Ultimately, the court of appeals stressed the importance of not engaging in “appellate micromanagement of fee awards,” while also stating a strong justification for compensating attorneys involved in settlement negotiations. The court expressed an overall disagreement with the lower court’s “unduly pessimistic” stance that allowing compensation in this case would frustrate settlements and scare off defendants. “Litigants settle cases because doing so is cheaper and less risky than fighting tooth and nail to the bitter end. The extra expense of compensating time spent in settlement negotiations scarcely alters this calculus. . . . In sum, time reasonably spent in pursuit of settlement is worthwhile, and, therefore, generally fit for inclusion in a fee award. Speculative concerns about misguided incentives do not sap the force of this conclusion.” Lastly, the court noted that coming to such a conclusion is not at all groundbreaking because many other courts have done the same. Specifically, the “seminal case that ‘pioneered,’ the lodestar approach,” Lindy Brothers Builders, Inc. of Philadelphia v. American Radiator and Standard Sanitary Corp., 540 F.2d 102 (3d Cir. 1976), included settlement negotiations among the classes of compensable work.
Comments between Attorneys Prior to Mediation Protected as Confidential
A recording with potentially incriminating statements made prior to a mediation session was determined to be protected communication by the Supreme Court of Michigan in Tyler v. Findling, No. 162016, 2021 WL 3413358 (Mich. Aug. 4, 2021), reh'g denied, 964 N.W.2d 41 (Mich. 2021). Defending against a defamation claim, Findling moved to strike the recording on which he was alleged to have made comments about illegal activities and other lawyers’ participation therein. Citing Michigan’s mediation confidentiality statute, the trial court granted the motion, striking the evidence and dismissing the case. The appellate court reasoned that an expectation of confidentiality belongs only to the parties, and that Findling, as a court-appointed receiver for the business, was not a party. Furthermore, the appellate court found that the conversation did not qualify as “mediation communications” as defined by Michigan Court Rules 2.412 because it did not relate to the mediation itself or the overall process of mediation.

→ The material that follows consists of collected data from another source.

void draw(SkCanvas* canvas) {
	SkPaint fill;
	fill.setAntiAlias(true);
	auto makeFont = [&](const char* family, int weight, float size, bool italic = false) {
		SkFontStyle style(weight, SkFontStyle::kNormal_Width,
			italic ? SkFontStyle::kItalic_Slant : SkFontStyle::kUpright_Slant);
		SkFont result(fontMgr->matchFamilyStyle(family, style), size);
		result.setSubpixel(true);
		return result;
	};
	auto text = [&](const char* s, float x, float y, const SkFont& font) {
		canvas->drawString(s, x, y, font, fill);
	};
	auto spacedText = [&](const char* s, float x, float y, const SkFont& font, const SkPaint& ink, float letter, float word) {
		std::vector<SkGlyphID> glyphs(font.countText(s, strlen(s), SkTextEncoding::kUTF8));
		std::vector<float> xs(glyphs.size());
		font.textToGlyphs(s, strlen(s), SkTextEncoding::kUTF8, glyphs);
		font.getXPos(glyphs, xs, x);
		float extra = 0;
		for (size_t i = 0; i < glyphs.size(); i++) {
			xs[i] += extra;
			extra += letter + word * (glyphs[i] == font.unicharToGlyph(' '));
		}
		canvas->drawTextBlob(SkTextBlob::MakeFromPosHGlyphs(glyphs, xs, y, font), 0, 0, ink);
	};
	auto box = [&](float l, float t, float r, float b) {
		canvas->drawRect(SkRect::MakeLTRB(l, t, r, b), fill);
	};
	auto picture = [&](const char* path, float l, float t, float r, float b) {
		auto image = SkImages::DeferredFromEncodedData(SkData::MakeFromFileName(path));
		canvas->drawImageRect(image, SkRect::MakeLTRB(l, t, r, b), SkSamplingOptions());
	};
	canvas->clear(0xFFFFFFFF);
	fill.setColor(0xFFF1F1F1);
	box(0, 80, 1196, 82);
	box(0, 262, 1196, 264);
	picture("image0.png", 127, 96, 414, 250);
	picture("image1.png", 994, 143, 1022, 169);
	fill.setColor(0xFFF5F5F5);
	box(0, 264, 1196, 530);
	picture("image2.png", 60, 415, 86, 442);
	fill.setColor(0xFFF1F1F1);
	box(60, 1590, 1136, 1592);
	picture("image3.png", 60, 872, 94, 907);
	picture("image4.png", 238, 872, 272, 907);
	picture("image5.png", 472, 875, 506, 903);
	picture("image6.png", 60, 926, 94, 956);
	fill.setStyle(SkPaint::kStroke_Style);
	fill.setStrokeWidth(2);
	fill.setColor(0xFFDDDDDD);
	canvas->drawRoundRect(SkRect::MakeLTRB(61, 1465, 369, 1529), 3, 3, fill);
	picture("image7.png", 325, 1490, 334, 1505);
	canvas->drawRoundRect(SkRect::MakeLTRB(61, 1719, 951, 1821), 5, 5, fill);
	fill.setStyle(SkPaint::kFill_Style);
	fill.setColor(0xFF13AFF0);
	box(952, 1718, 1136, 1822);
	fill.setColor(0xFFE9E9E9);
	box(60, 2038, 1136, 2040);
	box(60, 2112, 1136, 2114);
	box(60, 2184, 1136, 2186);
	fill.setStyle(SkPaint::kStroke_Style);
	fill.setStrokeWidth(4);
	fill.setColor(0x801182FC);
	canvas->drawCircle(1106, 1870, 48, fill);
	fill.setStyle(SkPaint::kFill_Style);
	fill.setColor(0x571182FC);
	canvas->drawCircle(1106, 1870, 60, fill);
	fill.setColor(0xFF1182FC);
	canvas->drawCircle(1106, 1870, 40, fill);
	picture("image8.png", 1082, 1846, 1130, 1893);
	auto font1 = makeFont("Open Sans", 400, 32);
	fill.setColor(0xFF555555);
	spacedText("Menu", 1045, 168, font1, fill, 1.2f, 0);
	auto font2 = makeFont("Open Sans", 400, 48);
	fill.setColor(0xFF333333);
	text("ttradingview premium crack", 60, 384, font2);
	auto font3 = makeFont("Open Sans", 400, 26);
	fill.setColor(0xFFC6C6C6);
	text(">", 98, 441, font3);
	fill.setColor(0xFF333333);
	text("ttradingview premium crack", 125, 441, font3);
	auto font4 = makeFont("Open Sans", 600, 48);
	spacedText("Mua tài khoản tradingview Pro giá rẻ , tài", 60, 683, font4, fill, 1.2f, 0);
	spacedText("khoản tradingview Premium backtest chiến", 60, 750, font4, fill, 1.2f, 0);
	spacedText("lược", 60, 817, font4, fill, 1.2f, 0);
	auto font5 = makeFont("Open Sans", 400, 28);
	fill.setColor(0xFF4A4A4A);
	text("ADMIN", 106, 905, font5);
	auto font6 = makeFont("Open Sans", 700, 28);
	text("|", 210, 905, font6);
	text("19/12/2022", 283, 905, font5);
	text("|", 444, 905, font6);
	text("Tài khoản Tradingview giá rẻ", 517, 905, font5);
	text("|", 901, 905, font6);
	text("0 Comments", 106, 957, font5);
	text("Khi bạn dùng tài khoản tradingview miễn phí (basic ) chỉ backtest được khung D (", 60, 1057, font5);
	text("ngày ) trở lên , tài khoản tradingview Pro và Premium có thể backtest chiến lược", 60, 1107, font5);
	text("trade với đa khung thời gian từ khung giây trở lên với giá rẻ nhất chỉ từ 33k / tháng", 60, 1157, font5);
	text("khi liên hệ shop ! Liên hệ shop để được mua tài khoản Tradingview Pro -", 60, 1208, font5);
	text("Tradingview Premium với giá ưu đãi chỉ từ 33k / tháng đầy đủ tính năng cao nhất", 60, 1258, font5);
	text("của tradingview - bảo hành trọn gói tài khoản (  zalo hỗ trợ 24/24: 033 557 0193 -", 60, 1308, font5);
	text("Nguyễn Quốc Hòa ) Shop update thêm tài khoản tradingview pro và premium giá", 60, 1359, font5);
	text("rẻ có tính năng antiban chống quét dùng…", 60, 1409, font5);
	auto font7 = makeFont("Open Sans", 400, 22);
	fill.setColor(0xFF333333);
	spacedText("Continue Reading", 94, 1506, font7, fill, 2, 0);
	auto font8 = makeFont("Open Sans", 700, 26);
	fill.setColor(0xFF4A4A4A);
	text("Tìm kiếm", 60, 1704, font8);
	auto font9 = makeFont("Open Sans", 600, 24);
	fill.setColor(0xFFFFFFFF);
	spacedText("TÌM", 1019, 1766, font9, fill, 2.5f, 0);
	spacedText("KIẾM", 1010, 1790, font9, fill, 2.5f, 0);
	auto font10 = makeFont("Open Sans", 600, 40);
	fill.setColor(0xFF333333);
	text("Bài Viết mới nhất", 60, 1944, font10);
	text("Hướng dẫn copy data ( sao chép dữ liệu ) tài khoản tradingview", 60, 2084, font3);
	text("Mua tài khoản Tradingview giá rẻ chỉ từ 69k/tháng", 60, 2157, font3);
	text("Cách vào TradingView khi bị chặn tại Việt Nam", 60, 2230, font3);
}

The Supreme Court of Michigan disagreed, reversing the appellate court on the points above. Instead, the court reasoned that “mediation communications,” as defined in the Michigan Court Rules, is expansive, protecting communications occurring during the mediation process and made in preparing for a mediation. The recorded conversation took place at the mediator’s office, in a designated “plaintiff’s room,” while parties waited for the session to begin, and was therefore part of the “mediation process.” Regarding confidentiality for nonparties, the court pointed out the absence of any such restriction in the actual language of Michigan Court Rule 2.412. “Rather, the rule simply explains to whom confidential mediation communications can be disclosed. All mediation communications made by participants are afforded confidentiality protections."